Task prompt
Check every line below for the word "Sunrise" and give only the number of lines where it appears.

--*--

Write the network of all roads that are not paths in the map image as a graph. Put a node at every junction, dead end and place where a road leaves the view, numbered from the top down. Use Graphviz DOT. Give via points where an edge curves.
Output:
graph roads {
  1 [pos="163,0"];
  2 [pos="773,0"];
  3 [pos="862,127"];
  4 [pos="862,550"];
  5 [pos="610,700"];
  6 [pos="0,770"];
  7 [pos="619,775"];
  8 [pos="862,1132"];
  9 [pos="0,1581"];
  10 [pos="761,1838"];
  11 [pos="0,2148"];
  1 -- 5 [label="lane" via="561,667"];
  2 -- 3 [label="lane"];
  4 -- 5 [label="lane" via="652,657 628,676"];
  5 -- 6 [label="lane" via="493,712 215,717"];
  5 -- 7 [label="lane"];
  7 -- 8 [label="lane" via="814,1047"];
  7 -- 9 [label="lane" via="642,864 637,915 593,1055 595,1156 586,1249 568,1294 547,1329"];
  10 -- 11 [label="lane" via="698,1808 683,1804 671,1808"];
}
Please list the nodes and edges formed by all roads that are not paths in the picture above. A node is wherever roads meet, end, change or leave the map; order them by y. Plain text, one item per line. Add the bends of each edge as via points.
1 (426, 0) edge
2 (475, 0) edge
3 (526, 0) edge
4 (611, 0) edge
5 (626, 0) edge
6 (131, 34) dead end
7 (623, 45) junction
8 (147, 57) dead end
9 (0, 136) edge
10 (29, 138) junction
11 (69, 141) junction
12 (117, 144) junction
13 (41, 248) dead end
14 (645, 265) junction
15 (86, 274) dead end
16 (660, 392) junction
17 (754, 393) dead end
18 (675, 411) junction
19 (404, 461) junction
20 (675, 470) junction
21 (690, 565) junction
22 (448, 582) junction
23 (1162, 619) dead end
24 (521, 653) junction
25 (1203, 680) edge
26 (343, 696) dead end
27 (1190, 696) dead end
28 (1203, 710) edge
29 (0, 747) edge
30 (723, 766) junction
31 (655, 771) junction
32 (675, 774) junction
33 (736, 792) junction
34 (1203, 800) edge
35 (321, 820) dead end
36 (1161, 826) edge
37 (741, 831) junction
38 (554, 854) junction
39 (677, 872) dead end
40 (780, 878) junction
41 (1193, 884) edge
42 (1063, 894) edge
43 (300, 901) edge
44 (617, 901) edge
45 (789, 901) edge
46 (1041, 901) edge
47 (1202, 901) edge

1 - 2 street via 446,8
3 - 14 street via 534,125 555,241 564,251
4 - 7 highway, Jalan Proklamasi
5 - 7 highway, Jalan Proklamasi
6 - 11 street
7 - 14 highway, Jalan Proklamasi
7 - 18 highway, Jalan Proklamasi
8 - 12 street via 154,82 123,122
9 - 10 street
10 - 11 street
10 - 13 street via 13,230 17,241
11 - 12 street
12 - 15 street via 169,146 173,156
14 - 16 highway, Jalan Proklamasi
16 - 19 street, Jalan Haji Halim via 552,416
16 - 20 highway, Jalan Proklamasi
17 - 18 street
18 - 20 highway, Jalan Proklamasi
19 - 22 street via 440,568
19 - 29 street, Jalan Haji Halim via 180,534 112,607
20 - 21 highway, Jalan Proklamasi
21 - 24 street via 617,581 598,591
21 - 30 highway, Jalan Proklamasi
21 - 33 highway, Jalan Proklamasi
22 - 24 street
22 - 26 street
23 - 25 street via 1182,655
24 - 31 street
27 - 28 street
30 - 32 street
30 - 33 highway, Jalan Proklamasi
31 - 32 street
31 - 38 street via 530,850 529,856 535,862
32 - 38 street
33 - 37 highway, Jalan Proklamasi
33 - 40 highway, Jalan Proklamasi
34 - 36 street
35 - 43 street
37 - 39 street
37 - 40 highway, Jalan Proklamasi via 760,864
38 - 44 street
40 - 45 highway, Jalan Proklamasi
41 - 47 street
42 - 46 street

--*--

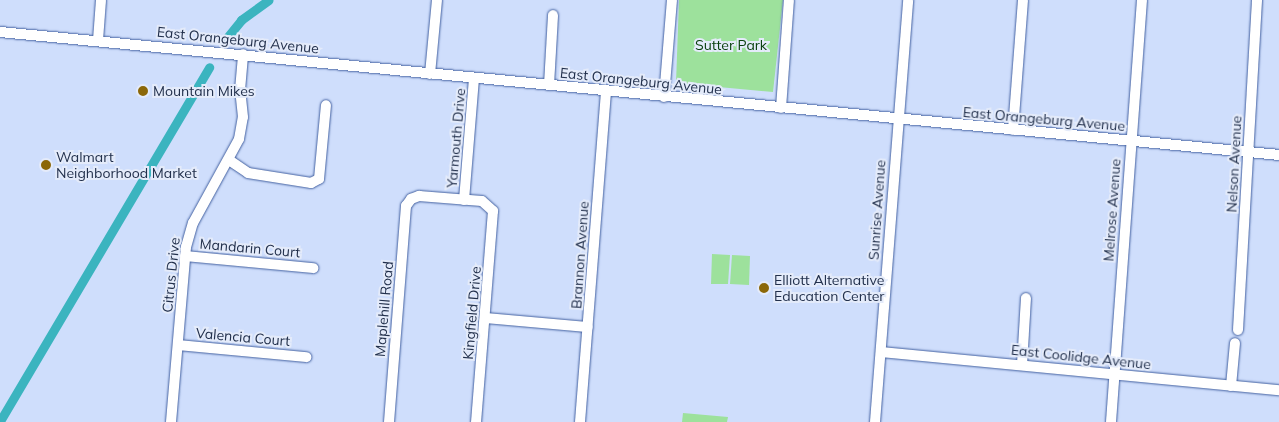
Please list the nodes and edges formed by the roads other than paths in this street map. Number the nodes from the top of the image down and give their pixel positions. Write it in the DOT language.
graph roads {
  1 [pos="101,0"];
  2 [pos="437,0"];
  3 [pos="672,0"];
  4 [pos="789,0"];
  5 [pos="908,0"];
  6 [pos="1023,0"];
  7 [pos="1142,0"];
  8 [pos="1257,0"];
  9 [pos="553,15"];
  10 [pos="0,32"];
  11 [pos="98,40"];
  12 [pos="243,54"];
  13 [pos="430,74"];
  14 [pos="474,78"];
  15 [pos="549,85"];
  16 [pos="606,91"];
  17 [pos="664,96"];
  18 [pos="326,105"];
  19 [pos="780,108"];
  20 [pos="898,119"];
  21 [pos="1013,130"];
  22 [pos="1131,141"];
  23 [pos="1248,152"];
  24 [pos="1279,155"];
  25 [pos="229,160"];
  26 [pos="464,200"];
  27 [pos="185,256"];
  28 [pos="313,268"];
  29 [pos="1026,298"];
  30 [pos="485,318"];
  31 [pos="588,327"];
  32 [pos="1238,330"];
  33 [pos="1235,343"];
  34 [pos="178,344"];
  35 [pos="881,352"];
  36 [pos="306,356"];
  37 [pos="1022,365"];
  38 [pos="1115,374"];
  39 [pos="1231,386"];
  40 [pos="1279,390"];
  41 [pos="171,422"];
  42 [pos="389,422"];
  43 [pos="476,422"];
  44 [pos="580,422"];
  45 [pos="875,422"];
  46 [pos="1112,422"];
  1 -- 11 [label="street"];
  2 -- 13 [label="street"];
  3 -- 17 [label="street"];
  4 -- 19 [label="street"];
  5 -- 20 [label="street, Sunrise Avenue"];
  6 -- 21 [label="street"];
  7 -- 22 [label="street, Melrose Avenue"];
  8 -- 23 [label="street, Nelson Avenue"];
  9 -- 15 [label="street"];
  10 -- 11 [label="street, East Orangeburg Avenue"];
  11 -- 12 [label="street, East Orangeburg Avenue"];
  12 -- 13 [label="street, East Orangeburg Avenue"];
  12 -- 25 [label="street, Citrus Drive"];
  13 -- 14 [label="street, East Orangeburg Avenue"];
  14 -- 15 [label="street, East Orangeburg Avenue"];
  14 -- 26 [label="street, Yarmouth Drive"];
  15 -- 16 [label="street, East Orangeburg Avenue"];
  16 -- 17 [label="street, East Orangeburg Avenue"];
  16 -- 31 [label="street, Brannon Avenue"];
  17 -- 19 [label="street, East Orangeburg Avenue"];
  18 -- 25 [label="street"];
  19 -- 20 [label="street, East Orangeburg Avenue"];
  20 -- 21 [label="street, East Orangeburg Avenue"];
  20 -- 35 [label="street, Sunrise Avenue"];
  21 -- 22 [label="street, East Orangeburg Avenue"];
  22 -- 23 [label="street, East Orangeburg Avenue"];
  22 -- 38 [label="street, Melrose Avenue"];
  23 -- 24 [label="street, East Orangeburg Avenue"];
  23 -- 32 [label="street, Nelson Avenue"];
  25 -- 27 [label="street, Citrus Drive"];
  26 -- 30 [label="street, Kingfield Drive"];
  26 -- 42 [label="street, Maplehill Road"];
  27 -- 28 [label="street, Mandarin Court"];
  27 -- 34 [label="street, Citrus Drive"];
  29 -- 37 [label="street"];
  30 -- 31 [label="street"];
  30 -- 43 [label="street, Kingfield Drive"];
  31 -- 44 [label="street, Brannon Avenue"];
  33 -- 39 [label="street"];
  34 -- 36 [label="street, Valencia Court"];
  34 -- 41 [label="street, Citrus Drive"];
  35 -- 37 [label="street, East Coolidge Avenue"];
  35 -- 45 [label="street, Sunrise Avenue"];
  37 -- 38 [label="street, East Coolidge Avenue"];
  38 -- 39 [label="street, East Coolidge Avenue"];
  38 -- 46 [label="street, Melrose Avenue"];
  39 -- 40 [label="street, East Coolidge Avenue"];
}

--*--

Solution for this task
3